I had forgotten whether I ever saw it [Emys guttata] in this river. See  March 28, 1857 (“Do I ever see a yellow-spot turtle in the river? Do I ever see a wood tortoise in the South Branch?”)

Hear a phoebe . . . See April 1, 1859 (“[U]p the Assabet, I see my first phoebe, the mild bird. It flirts its tail and sings pre vit, pre vit, pre vit, pre vit incessantly, as it sits over the water, and then at last, rising on the last syllable, says pre-VEE, as if insisting on that with peculiar emphasis. “); April 6, 1856 ("What confidence after the lapse of many months, I come out to this waterside, some warm and pleasant spring morning, and, listening, hear, from farther or nearer, through the still concave of the air, the note of the first pewee!")

Checkerberries very fair and abundant now near Muhlenbergii Brook. . . See October 15, 1856 (“An abundance of checkerberries by the hemlock at V. Muhlenbergii Brook. A remarkable year for berries.”)
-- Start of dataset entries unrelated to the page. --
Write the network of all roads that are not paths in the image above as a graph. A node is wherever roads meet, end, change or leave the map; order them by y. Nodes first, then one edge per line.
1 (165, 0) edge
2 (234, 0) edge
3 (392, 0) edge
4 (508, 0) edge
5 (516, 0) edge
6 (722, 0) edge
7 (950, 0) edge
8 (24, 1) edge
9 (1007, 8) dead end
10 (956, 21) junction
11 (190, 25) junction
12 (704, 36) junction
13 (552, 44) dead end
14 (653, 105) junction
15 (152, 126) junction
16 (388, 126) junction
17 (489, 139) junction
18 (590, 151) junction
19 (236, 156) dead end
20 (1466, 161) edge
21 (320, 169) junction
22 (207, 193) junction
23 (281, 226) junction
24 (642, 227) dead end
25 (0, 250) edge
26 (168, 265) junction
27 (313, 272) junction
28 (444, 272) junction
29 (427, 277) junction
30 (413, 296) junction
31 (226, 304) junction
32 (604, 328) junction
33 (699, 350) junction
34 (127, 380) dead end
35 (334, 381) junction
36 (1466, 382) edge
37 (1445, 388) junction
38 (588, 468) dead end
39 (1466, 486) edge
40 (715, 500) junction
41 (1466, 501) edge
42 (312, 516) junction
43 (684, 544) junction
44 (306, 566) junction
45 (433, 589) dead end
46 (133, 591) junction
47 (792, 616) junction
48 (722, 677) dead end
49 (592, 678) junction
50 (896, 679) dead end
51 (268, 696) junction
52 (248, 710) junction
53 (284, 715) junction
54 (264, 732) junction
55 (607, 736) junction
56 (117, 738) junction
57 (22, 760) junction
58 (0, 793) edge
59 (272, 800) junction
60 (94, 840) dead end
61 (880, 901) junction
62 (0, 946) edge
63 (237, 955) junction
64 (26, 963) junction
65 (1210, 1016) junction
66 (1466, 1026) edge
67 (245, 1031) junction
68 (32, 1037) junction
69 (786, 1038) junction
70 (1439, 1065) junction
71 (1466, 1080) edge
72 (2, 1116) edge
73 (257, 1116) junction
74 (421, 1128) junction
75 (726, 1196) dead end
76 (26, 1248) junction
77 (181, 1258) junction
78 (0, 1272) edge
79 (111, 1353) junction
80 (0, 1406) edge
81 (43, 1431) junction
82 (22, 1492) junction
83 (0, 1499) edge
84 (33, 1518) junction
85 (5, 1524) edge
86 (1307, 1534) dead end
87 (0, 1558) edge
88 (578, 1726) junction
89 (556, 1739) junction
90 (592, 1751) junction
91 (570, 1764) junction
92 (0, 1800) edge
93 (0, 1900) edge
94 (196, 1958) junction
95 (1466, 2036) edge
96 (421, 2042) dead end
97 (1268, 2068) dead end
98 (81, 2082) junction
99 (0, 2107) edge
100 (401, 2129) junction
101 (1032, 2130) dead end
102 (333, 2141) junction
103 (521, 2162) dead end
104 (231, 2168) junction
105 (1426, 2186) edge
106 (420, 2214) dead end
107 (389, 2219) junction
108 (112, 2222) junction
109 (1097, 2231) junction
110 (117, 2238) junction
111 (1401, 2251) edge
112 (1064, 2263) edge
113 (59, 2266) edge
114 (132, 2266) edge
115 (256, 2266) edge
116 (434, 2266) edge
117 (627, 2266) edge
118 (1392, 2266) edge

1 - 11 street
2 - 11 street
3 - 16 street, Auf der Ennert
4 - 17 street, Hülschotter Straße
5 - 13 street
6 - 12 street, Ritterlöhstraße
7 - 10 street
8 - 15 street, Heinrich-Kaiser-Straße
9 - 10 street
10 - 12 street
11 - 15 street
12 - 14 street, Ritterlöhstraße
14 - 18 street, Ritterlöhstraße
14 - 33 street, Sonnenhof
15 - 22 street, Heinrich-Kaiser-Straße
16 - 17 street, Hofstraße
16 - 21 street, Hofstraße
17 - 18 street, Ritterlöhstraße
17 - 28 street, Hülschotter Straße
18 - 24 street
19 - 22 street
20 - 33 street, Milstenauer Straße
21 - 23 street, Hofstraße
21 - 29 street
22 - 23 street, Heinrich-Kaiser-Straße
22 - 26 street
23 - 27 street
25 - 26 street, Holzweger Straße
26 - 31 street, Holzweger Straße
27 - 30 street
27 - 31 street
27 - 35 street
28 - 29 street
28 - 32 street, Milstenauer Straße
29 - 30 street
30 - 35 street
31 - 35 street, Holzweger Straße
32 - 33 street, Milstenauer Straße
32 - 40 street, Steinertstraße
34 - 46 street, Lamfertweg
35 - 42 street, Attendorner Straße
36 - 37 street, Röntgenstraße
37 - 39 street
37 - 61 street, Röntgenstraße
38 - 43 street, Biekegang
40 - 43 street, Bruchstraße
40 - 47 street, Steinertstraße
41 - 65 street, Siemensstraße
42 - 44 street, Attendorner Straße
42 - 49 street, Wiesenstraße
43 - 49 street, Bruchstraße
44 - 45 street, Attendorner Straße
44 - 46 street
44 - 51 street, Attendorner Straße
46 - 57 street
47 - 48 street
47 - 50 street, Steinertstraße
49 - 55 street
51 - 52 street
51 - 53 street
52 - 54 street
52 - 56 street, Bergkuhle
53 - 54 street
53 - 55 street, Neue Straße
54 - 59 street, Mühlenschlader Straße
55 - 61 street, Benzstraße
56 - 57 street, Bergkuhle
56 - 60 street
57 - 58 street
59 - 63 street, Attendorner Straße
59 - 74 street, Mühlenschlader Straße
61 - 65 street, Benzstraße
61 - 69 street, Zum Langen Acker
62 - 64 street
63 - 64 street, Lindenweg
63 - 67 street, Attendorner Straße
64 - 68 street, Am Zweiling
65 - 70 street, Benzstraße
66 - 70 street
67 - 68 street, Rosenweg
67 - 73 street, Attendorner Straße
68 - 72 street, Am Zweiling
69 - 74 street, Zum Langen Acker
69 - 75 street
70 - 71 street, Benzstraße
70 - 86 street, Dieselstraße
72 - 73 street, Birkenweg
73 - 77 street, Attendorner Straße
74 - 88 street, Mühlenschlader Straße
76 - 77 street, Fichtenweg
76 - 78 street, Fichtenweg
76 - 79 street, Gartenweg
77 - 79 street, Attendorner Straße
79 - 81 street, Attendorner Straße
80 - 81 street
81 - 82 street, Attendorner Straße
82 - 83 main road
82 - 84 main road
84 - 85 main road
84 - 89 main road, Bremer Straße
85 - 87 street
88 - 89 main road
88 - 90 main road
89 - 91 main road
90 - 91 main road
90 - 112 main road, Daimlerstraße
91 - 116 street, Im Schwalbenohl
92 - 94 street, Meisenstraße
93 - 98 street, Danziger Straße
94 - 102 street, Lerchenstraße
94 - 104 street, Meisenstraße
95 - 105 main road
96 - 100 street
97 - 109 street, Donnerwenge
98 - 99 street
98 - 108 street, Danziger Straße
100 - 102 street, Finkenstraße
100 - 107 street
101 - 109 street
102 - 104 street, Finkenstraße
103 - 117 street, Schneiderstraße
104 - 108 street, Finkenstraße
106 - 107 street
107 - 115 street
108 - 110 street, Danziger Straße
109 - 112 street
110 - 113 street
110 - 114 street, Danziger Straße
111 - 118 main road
A true April evening, feeling and looking as if it would rain, and already I hear a robin or two singing their evening song. See April 2, 1854 ("Sitting on the rail over the brook, I hear something which reminds me of the song of the robin in rainy days in past springs.”): April 1, 1854 ("The robin now begins to sing sweet powerfully. . . .April has begun like itself. It is warm and showery, while I sail away with a light southwest wind toward the Rock.”); April 1, 1855 (The month comes in true to its reputation.  . . .warm rain on the roof, and . . .the puddles shining in the road. “)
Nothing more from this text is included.